* _DESCRIPTION OF THE TASK_:
Your reply should be made up of every line in the records below that holds the string "Outlets".

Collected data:
++++++++++++++++++++

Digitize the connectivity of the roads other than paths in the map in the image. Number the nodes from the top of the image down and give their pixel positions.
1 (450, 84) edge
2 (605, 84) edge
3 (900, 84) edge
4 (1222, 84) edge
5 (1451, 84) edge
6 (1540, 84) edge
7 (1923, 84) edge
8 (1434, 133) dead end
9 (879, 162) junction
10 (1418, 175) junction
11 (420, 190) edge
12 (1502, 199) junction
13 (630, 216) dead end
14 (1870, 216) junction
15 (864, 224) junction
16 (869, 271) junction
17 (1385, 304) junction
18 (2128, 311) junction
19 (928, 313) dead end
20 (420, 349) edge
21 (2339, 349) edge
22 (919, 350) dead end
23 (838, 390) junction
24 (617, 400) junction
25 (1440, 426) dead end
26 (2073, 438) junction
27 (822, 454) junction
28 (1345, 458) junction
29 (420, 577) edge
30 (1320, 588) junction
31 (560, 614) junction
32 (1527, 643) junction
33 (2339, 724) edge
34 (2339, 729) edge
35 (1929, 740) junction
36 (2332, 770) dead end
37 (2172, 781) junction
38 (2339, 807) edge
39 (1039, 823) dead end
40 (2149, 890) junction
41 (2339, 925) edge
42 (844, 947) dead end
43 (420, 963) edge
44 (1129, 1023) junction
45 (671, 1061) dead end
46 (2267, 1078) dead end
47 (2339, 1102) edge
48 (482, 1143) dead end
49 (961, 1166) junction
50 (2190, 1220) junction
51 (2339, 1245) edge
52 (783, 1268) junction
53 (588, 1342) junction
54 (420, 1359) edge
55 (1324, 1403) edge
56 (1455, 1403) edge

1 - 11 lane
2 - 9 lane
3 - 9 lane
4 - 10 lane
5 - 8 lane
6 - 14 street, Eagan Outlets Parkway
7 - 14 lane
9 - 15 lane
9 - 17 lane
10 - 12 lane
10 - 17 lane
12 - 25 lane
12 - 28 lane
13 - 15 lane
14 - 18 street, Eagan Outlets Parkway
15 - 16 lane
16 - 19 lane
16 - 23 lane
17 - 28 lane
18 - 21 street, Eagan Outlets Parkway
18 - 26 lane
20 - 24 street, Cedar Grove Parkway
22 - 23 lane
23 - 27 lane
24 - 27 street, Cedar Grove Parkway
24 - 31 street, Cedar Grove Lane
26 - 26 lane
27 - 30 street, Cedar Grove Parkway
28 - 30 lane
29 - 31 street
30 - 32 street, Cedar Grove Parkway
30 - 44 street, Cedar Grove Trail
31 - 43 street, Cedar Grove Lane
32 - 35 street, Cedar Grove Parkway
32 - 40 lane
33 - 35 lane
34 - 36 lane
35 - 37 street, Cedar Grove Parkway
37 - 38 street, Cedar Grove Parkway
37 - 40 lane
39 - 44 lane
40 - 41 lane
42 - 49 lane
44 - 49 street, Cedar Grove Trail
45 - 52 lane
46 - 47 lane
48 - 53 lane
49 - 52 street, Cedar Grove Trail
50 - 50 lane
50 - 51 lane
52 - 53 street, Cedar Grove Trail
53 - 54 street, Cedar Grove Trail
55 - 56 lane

++++++++++++++++++++

* _SOLVED PROBLEM_:
6 - 14 street, Eagan Outlets Parkway
14 - 18 street, Eagan Outlets Parkway
18 - 21 street, Eagan Outlets Parkway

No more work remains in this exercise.